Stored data
=-=-=

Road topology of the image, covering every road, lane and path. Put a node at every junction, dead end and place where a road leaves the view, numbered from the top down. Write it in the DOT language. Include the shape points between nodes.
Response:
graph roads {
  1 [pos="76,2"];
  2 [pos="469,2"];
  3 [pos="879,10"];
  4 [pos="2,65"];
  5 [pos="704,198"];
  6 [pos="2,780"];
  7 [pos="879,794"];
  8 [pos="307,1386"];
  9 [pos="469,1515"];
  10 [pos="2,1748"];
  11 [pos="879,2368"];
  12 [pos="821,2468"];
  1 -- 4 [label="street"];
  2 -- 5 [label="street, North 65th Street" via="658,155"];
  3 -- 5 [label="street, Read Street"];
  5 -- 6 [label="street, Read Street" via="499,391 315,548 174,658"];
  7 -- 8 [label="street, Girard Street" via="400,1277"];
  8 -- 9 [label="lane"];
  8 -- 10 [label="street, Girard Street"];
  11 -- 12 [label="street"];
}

=-=-=

◆ **Task instructions**
What is needed is a full, exact copy of the records.

◆ **Output of the exercise**
Road topology of the image, covering every road, lane and path. Put a node at every junction, dead end and place where a road leaves the view, numbered from the top down. Write it in the DOT language. Include the shape points between nodes.
Response:
graph roads {
  1 [pos="76,2"];
  2 [pos="469,2"];
  3 [pos="879,10"];
  4 [pos="2,65"];
  5 [pos="704,198"];
  6 [pos="2,780"];
  7 [pos="879,794"];
  8 [pos="307,1386"];
  9 [pos="469,1515"];
  10 [pos="2,1748"];
  11 [pos="879,2368"];
  12 [pos="821,2468"];
  1 -- 4 [label="street"];
  2 -- 5 [label="street, North 65th Street" via="658,155"];
  3 -- 5 [label="street, Read Street"];
  5 -- 6 [label="street, Read Street" via="499,391 315,548 174,658"];
  7 -- 8 [label="street, Girard Street" via="400,1277"];
  8 -- 9 [label="lane"];
  8 -- 10 [label="street, Girard Street"];
  11 -- 12 [label="street"];
}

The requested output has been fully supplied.